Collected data
------------------------------
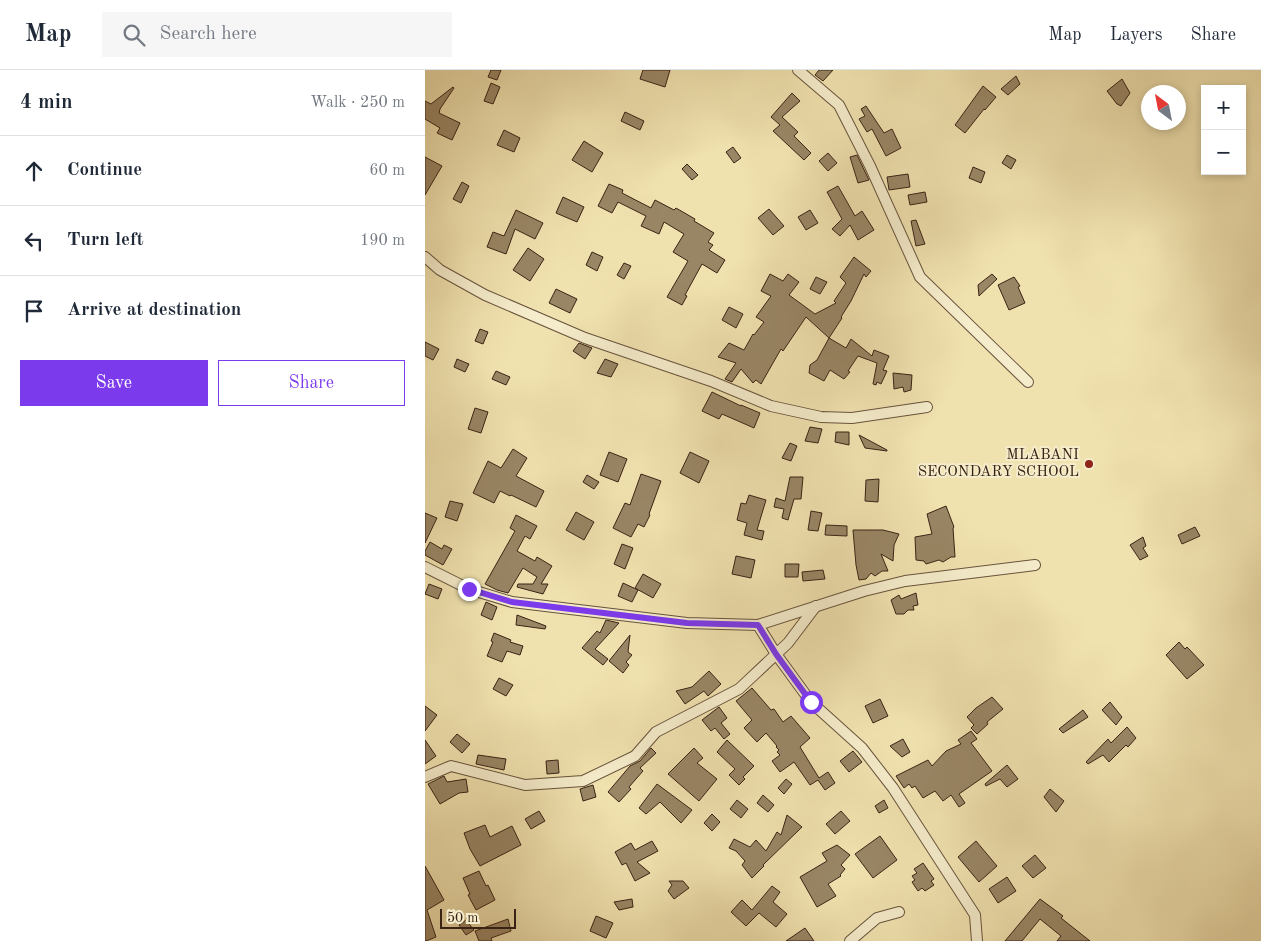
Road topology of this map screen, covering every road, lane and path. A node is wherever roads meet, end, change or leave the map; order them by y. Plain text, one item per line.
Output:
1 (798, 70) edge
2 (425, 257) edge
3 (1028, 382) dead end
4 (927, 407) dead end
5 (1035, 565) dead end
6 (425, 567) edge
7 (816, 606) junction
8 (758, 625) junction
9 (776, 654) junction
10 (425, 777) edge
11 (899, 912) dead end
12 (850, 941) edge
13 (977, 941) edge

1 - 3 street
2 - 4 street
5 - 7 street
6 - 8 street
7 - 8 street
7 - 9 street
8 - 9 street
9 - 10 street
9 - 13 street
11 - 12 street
------------------------------
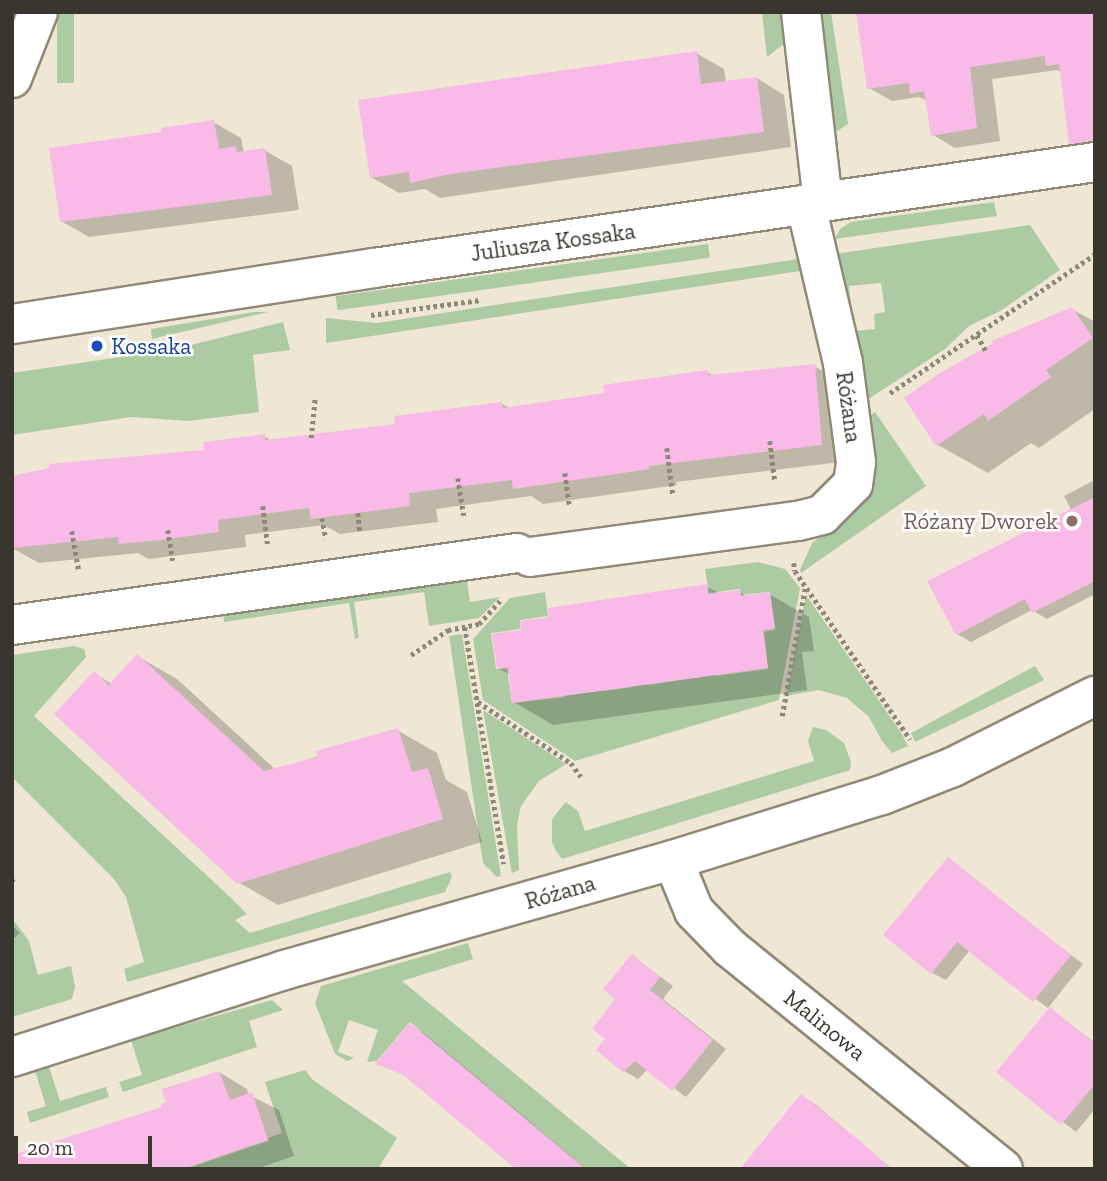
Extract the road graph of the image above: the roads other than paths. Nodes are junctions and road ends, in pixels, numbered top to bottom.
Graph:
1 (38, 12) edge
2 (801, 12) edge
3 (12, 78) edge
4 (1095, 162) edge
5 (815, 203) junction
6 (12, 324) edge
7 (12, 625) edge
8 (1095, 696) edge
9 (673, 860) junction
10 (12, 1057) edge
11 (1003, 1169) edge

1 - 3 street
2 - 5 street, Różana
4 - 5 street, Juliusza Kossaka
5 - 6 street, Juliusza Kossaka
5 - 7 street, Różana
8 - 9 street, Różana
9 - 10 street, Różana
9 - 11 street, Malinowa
------------------------------
PROBLEM REQUIREMENTS. Where a line of the data contains the string "road", include it in a count, and state that count alone.

REPLY TO THE EXERCISE. 2